II. Analysis When an appellant challenges the length, range, or manner of service of a sentence, it is the duty of this court to conduct a de novo review with a presumption that the determinations made by the trial court are correct. Tenn. Code Ann. § 40-35-401(d) (1997). However, this presumption of correctness “is conditioned upon the affirmative showing in the record that the trial court considered the sentencing principles and all relevant facts and circumstances.” State v. Ashby, 823 S.W.2d 166, 169 (Tenn. 1991). If the record demonstrates that the trial court failed to consider the sentencing principles and the relevant facts and circumstances, review of the sentence will be purely de novo. Id.

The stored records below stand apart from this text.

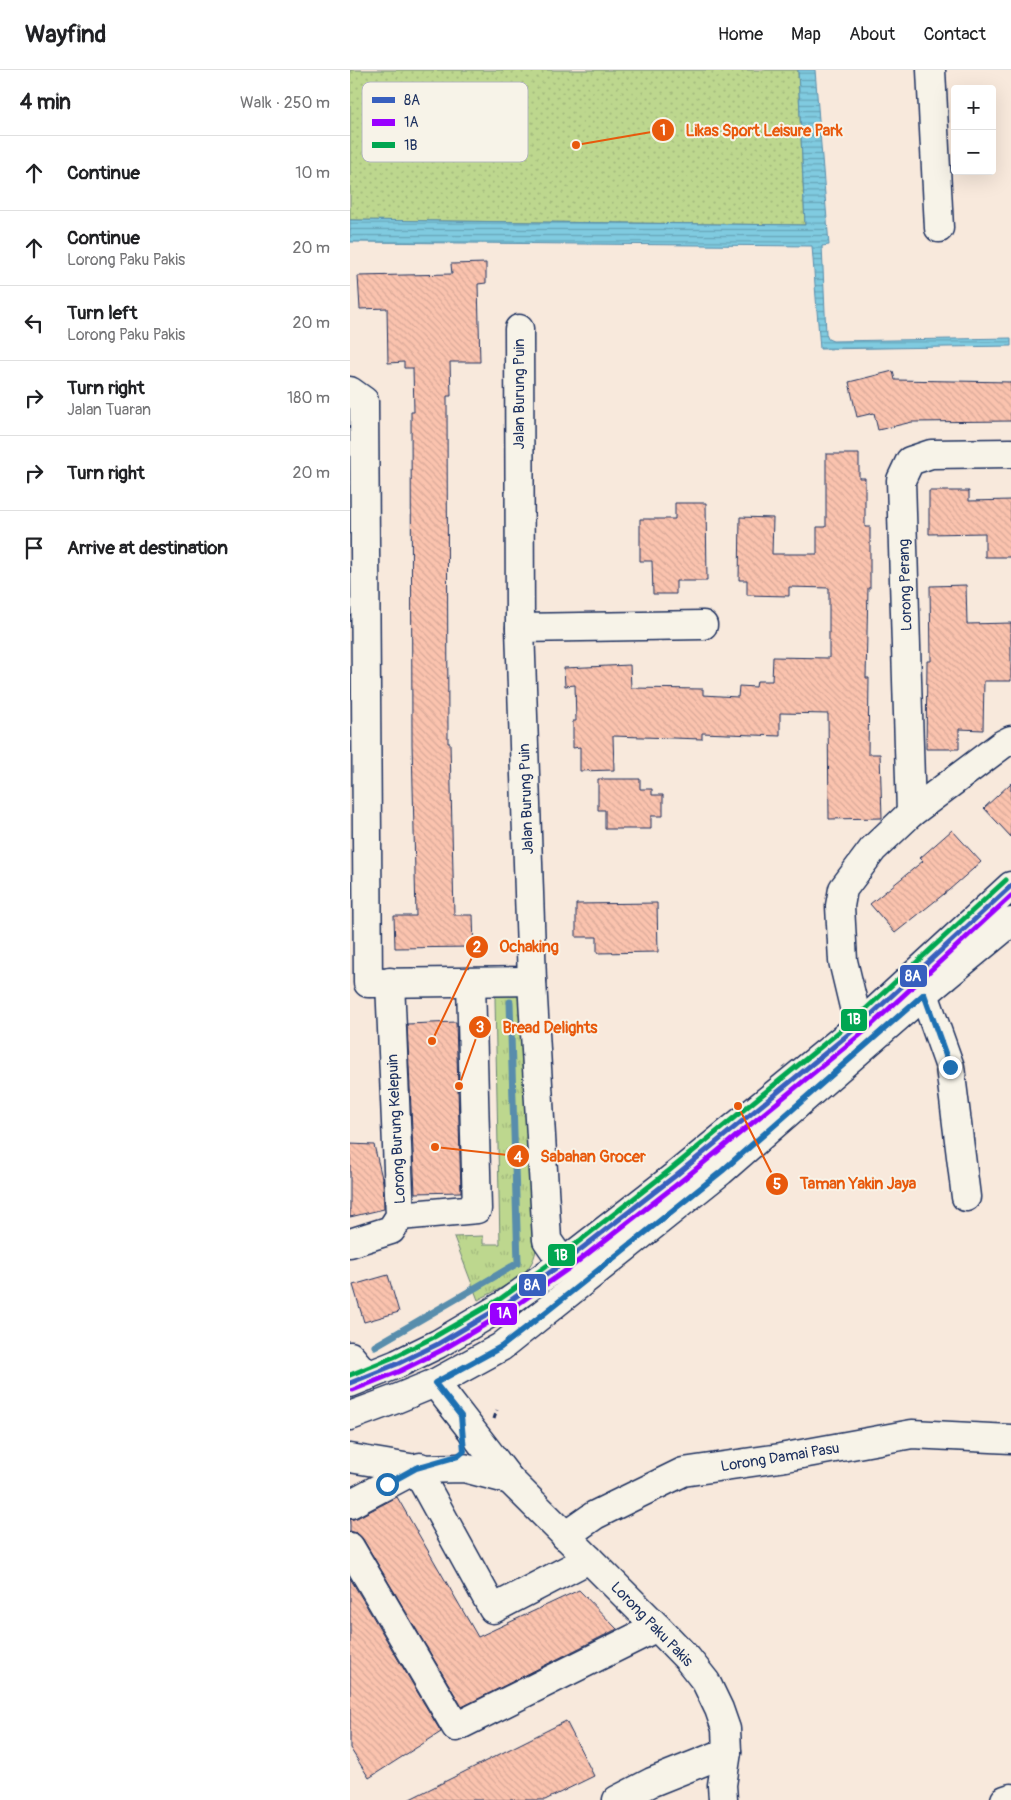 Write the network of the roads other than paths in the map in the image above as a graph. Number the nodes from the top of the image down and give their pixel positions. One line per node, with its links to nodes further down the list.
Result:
1 (931, 70): 2 (street)
2 (939, 228)
3 (519, 329): 7 (street, Jalan Burung Puin)
4 (350, 391): 13 (street, Lorong Burung Kelepuin)
5 (1011, 453): 9 (street, Lorong Perang)
6 (703, 625): 7 (street)
7 (520, 628): 12 (street, Jalan Burung Puin)
8 (1011, 740): 9 (street)
9 (911, 814): 16 (street)
10 (1011, 886): 16 (street)
11 (1011, 922): 15 (street)
12 (532, 981): 14 (street); 20 (street, Jalan Burung Puin)
13 (369, 983): 14 (street); 18 (street, Lorong Burung Kelepuin)
14 (471, 983): 18 (street)
15 (924, 994): 17 (street); 23 (street)
16 (861, 1024): 20 (street)
17 (966, 1197)
18 (400, 1216): 19 (street, Lorong Burung Kelepuin)
19 (350, 1242)
20 (563, 1263): 22 (street)
21 (350, 1356): 22 (street)
22 (359, 1379)
23 (435, 1383): 24 (street); 25 (street); 26 (street, Lorong Paku Pakis)
24 (350, 1401)
25 (350, 1416)
26 (461, 1416): 29 (street); 30 (street, Lorong Paku Pakis)
27 (1011, 1439): 32 (street, Lorong Damai Pasu)
28 (350, 1458): 29 (street)
29 (416, 1468): 30 (street); 31 (street); 34 (street)
30 (510, 1480): 32 (street, Lorong Paku Pakis)
31 (350, 1504)
32 (566, 1536): 34 (street, Lorong Paku Pakis)
33 (350, 1548): 35 (street)
34 (589, 1559): 35 (street, Lorong Paku Pakis)
35 (657, 1627): 36 (street, Lorong Paku Pakis)
36 (727, 1752): 37 (street); 40 (street, Lorong Paku Pakis)
37 (645, 1791): 39 (street)
38 (1011, 1798): 41 (street)
39 (617, 1800)
40 (723, 1800)
41 (1005, 1800) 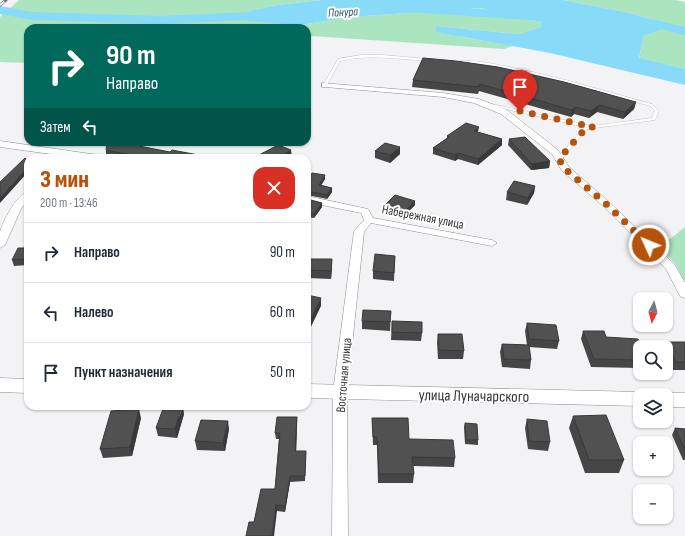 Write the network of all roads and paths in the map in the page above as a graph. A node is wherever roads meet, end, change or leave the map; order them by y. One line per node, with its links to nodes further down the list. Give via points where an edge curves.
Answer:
1 (432, 60): 3 (lane, via 348,57 339,60)
2 (454, 62): 5 (lane, via 477,63 543,75 650,105 657,111 654,119)
3 (325, 84): 4 (street, via 443,95)
4 (476, 101): 5 (lane); 8 (street, via 504,112 555,152)
5 (593, 127): 8 (lane, via 586,128)
6 (0, 144): 7 (street)
7 (57, 154)
8 (559, 159): 14 (street, via 565,169 605,203 670,266)
9 (24, 199): 13 (street, via 16,208)
10 (311, 199): 11 (street, Набережная улица, via 365,211)
11 (370, 220): 12 (street, Набережная улица); 18 (street, Восточная улица, via 359,231)
12 (492, 243)
13 (0, 245)
14 (685, 294)
15 (0, 385): 16 (main road)
16 (24, 386)
17 (311, 391): 18 (main road, улица Луначарского)
18 (340, 392): 19 (main road, улица Луначарского); 22 (street, Восточная улица)
19 (633, 399)
20 (673, 400): 21 (main road)
21 (685, 400)
22 (340, 536)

In conducting our review, this court must consider (1) the evidence, if any, received at trial and at the sentencing hearing; (2) the presentence report; (3) the principles of sentencing and the arguments of counsel relative to the sentencing alternatives; (4) the nature and characteristics of the offenses; (5) any mitigating or enhancements factors; (6) any statements made by the appellant on his own behalf; and (7) the appellant’s potential for rehabilitation or treatment. Tenn. Code Ann. § 40-35-102 and -103 (1997), -210 (Supp. 2002); see also Ashby, 823 S.W.2d at 168. The burden is on the appellant to show that the sentence is improper. Tenn. Code Ann. § 40-35-401, Sentencing Commission Comments.

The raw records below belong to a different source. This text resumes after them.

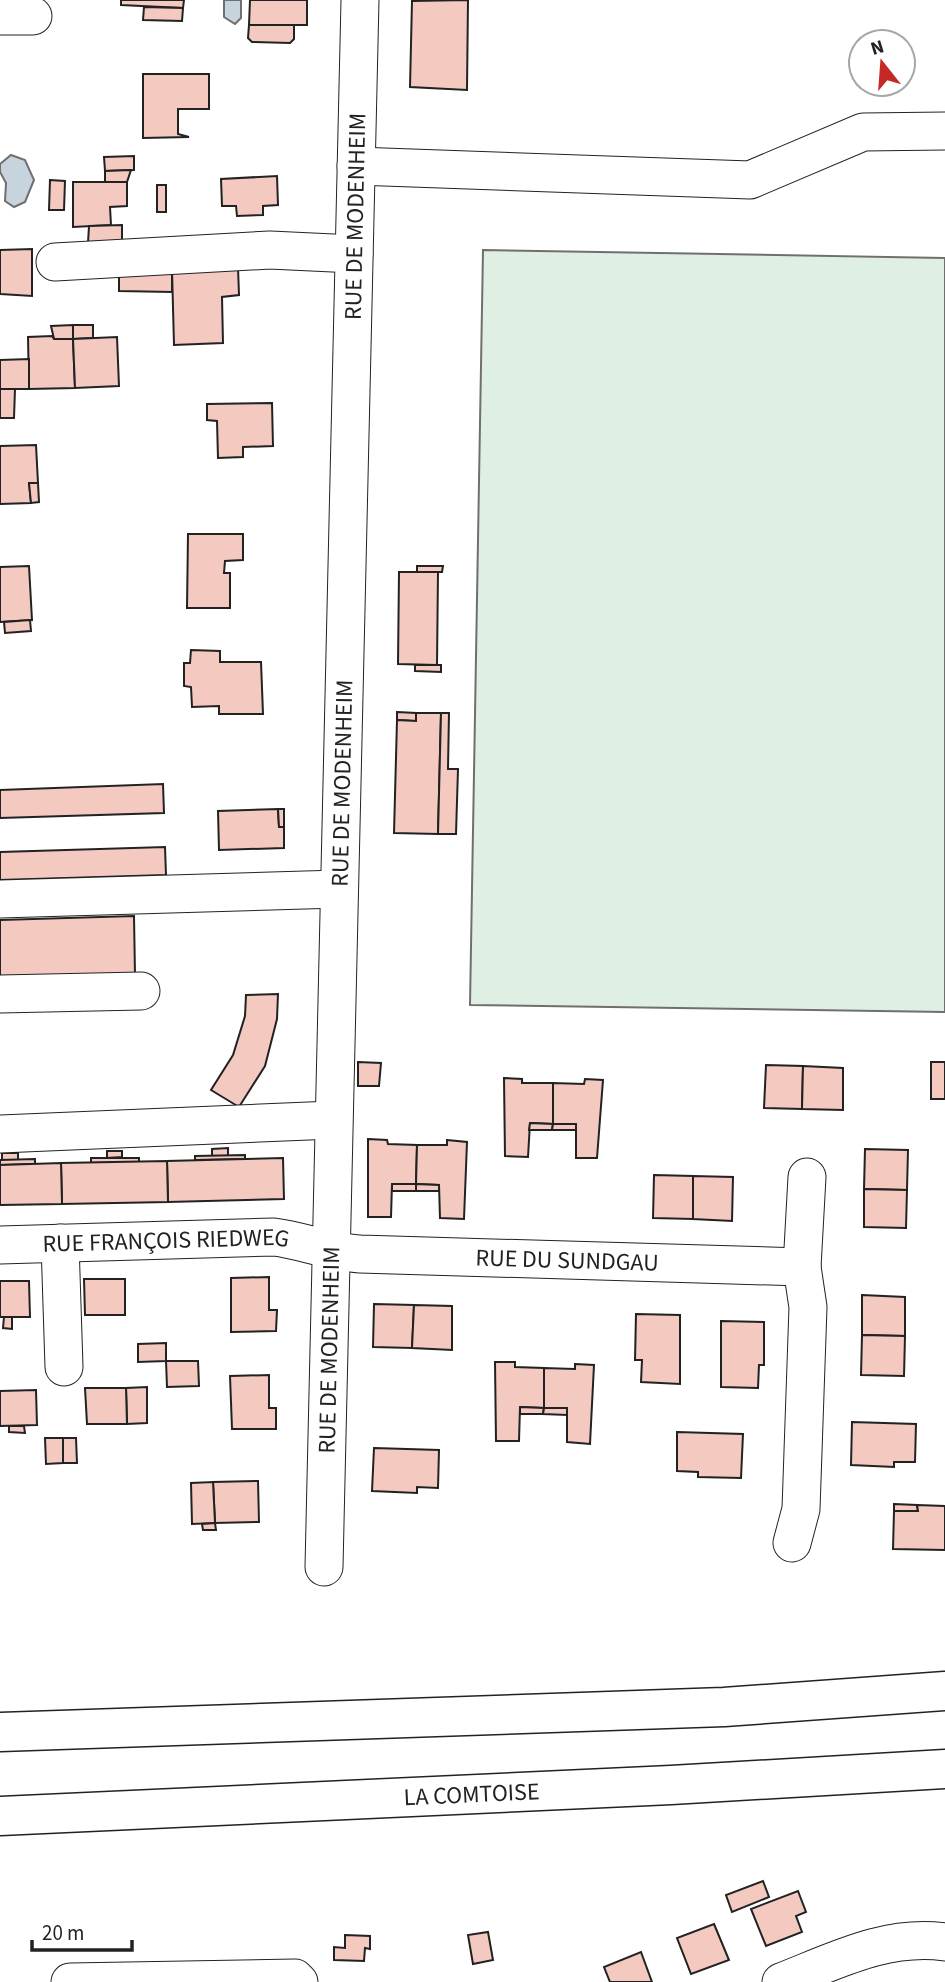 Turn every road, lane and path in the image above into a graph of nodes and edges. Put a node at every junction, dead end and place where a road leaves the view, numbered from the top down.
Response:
1 (360, 0) edge
2 (945, 131) edge
3 (356, 166) junction
4 (354, 254) junction
5 (55, 262) dead end
6 (339, 889) junction
7 (0, 899) edge
8 (141, 990) dead end
9 (0, 994) edge
10 (334, 1121) junction
11 (0, 1134) edge
12 (807, 1177) dead end
13 (60, 1243) junction
14 (0, 1245) edge
15 (331, 1252) junction
16 (802, 1267) junction
17 (64, 1367) dead end
18 (792, 1543) dead end
19 (324, 1567) dead end
20 (945, 1691) edge
21 (0, 1732) edge
22 (945, 1769) edge
23 (0, 1816) edge
24 (945, 1942) edge
25 (70, 1982) edge
26 (299, 1982) edge
27 (781, 1982) edge

1 - 3 street, RUE DE MODENHEIM
2 - 3 street
3 - 4 street, RUE DE MODENHEIM
4 - 5 street
4 - 6 street, RUE DE MODENHEIM
6 - 7 street
6 - 10 street, RUE DE MODENHEIM
8 - 9 street
10 - 11 street
10 - 15 street, RUE DE MODENHEIM
12 - 16 street
13 - 14 street, RUE FRANÇOIS RIEDWEG
13 - 15 street, RUE FRANÇOIS RIEDWEG
13 - 17 street
15 - 16 street, RUE DU SUNDGAU
15 - 19 street, RUE DE MODENHEIM
16 - 18 street
20 - 21 highway
22 - 23 highway, LA COMTOISE
24 - 27 street
25 - 26 street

The appellant was sentenced as a Range I standard offender, for which the applicable range for Class B felonies is eight to twelve years. Tenn. Code Ann. § 40-35-112(a)(2) (1997). The presumptive sentence for a Class B felony is the minimum within the applicable range if there are no enhancement or mitigating factors. Tenn. Code Ann. § 40-35-210(c). If the trial court finds that such factors do exist, the court must start at the presumptive sentence, enhance the sentence within the range as appropriate for the enhancement factors, and then reduce the sentence within the range as appropriate for the mitigating factors. Tenn. Code Ann. § 40-35-210(e). There is no mathematical formula for valuating factors to calculate the appropriate sentence. State v. Boggs, 932 S.W.2d 467, 475 (Tenn. Crim. App. 1996). “Rather, the weight to be afforded an existing factor is left to the trial court’s discretion so long as the court complies with the purposes and principles of the 1989 Sentencing Act and its findings are adequately supported by the record.” Id. at 475-76.

At the sentencing hearing, the State introduced the following exhibits: the police report of the incident, the appellant’s blood alcohol test results, and a transcribed statement by the appellant’s wife regarding the circumstances that led to the incident. The trial court also reviewed the presentence report and the State’s sentencing recommendations, and considered the arguments of counsel, the testimony of the victims’ families, and the appellant’s apology in which the appellant

-2- claimed that he “didn’t plan this to happen.” Based upon this evidence, the trial court found no applicable mitigating factors and applied the following enhancement factors:1 (1) the appellant has a previous history of criminal convictions or criminal behavior in addition to those necessary to establish the appropriate range; (3) the offense involved more than one victim; (9) the appellant possessed or employed a deadly weapon during the commission of the offense; (10) the appellant had no hesitation about committing a crime when the risk to human life was high; and (16) the crime was committed under circumstances under which the potential for bodily injury to a victim was great. Tenn. Code Ann. § 40-35-114 (1997). The trial court sentenced the appellant on each count to twelve years incarceration and ordered that the sentences be served consecutively. On appeal, the appellant challenges the application of enhancement factors (1), (10), and (16), and contests the imposition of consecutive sentences. Because the trial court misapplied certain enhancement factors and failed to make findings regarding the imposition of consecutive sentences, our review will be de novo without a presumption of correctness.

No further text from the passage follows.